3 Bioinformatics Program, Department of Biology, University of Memphis, Memphis, TN 38152, USA

4 Computable Genomix LLC, Bartlett, TN 38133, USA

For all author emails, please log on.

Citation and License

BMC Bioinformatics 2008, 9(Suppl 7):P1  doi:10.1186/1471-2105-9-S7-P1

The electronic version of this article is the complete one and can be found online at:

Published:8 July 2008

© 2008 Tjioe et al; licensee BioMed Central Ltd.


The rapid growth of the biomedical literature and genomic information present a major challenge for determining the functional relationships among genes. Several bioinformatics tools have been developed to extract and identify gene relationships from various biological databases.

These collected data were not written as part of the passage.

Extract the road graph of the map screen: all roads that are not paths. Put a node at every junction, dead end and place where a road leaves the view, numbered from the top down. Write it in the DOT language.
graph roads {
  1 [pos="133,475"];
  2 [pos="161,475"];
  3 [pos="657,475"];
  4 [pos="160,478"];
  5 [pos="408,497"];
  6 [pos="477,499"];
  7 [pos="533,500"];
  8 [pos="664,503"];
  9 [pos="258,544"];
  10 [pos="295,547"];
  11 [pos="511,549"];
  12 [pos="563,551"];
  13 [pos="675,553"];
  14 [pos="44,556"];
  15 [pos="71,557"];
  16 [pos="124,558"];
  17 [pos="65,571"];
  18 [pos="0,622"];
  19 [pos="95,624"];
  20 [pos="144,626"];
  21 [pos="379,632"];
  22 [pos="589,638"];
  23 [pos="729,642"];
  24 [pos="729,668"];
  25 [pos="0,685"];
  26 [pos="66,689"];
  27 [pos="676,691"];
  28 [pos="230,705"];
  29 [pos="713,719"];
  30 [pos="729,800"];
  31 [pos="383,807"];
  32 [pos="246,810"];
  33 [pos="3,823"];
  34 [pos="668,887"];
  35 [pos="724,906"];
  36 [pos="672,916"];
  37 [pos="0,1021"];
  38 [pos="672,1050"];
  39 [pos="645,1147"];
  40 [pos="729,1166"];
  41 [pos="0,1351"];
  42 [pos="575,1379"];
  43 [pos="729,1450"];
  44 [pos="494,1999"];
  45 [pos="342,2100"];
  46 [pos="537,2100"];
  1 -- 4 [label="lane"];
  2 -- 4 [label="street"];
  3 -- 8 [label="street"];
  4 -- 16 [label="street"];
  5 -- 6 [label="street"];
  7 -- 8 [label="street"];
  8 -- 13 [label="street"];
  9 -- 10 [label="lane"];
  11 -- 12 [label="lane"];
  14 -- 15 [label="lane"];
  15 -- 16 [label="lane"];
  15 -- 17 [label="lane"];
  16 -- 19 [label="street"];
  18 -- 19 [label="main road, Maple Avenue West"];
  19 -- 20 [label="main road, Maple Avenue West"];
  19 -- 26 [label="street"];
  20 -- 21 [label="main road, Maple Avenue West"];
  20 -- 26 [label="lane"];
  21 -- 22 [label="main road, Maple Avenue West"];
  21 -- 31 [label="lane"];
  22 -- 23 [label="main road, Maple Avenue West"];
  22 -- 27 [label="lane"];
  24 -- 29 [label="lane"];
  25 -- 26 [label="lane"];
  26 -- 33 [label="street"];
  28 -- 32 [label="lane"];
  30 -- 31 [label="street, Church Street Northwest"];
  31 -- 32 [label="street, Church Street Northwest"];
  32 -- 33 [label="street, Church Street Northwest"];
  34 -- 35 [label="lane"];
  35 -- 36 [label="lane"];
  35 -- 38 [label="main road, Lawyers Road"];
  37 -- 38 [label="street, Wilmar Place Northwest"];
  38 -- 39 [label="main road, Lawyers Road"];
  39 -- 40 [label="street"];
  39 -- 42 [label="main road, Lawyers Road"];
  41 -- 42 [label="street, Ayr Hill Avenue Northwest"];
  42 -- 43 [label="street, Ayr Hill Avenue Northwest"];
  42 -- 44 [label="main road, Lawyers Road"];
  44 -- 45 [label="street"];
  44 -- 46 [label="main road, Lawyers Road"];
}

In this study, we develop a Web-based bioinformatics tool called Feature Annotation Using Nonnegative matrix factorization (FAUN) to facilitate both the discovery and classification of functional relationships among genes. The algorithms of nonnegative matrix factorization (NMF) described in [1] are used. Both the computational complexity and parameterization of NMF for processing gene sets are discussed. FAUN is first tested on a small manually constructed 50-gene (50TG) collection that we, as well as others, have previously used [2]. The screenshots of FAUN feature classification and gene-to-gene correlation for the 50TG collection are shown in Figures 1 and 2. We then apply FAUN to analyze several microarray-derived gene sets obtained from studies of the developing cerebellum in normal and mutant mice. FAUN provides utilities for collaborative knowledge discovery and identification of new gene relationships from text streams and repositories (e.g. MEDLINE). It is particularly useful for the validation and analysis of gene associations suggested by microarray experimentation. FAUN tool is publicly available at webcite.

thumbnailFigure 1. FAUN screenshot 1. The upper window shows the classification features for 50TG collection and their top associated terms; the lower window shows use of dominant terms across genes highly associated with the user-selected feature.

thumbnailFigure 2. FAUN screenshot 2. The right window shows the correlation between genes highly associated with the user-selected feature; the left window shows the feature strength for the genes from the user-selected correlation cell (pointed by arrow).


For a preliminary assessment of FAUN feature classification, each gene in the 50TG collection was classified based on its most dominant annotated feature or based on some feature weight threshold. The FAUN classification using the strongest feature (per gene) yielded 90% accuracy. A FAUN-based analysis of a new cerebellum gene set has revealed new knowledge – the gene set contains a large component of transcription factors.


This work is supported by an NIH-subcontract (HD052472) involving the University of Tennessee, University of Memphis, Oak Ridge National Laboratory, and the University of British Columbia.


  1. Berry MW, Browne M, Langville AN, Pauca VP, Plemmons RJ: Algorithms and Applications for Approximate Nonnegative Matrix Factorization.

    Computational Statistics & Data Analysis 2007, 52(1):155-173. Publisher Full Text OpenURL

  2. Homayouni R, Heinrich K, Wei L, Berry MW: Gene clustering by latent semantic indexing of MEDLINE abstracts.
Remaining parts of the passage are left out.